**DATA SUPPLIED**.
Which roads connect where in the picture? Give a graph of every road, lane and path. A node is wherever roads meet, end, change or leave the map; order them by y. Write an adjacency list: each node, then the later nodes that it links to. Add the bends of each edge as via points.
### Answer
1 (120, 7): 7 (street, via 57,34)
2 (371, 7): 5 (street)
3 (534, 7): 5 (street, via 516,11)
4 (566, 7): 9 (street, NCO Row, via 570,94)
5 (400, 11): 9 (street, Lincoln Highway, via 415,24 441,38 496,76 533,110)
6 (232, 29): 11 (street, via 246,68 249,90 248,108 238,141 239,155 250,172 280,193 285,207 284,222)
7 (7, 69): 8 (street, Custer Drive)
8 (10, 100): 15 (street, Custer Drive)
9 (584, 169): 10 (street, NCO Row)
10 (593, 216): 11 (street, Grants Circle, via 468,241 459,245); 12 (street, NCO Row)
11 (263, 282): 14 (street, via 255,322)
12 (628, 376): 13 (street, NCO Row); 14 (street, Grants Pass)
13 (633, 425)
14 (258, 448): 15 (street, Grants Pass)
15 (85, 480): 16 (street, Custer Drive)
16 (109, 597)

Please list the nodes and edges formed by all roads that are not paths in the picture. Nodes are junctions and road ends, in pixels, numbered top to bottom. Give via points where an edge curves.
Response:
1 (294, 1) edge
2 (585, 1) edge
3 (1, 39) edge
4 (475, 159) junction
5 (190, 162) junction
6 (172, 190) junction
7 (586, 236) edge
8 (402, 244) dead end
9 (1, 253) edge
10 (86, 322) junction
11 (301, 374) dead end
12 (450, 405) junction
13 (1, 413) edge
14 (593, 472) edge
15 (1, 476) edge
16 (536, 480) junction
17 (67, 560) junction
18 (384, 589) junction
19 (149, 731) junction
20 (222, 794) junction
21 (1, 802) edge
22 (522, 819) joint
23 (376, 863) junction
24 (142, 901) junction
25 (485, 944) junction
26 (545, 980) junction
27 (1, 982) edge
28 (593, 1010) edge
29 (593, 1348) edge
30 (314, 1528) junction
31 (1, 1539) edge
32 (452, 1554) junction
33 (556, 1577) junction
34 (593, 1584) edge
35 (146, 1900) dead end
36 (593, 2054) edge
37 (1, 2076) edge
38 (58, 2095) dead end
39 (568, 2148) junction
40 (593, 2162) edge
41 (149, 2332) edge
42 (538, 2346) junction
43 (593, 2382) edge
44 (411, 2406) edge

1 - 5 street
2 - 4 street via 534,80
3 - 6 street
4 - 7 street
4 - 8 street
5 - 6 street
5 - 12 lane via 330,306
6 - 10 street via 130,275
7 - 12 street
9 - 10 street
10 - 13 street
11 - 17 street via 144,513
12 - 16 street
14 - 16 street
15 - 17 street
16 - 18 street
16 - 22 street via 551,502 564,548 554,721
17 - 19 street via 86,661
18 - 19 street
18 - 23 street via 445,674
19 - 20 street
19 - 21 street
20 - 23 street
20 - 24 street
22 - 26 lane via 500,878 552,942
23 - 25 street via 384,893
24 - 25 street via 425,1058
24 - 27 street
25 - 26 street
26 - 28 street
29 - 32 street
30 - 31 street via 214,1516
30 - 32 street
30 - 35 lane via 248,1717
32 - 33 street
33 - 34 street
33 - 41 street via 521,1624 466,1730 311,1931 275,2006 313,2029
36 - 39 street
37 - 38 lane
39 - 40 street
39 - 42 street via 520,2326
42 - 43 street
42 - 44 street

**WHAT IS REQUIRED**. Find and copy each line above that includes the string "list".

**WRITTEN ANSWER**.
Which roads connect where in the picture? Give a graph of every road, lane and path. A node is wherever roads meet, end, change or leave the map; order them by y. Write an adjacency list: each node, then the later nodes that it links to. Add the bends of each edge as via points.
Please list the nodes and edges formed by all roads that are not paths in the picture. Nodes are junctions and road ends, in pixels, numbered top to bottom. Give via points where an edge curves.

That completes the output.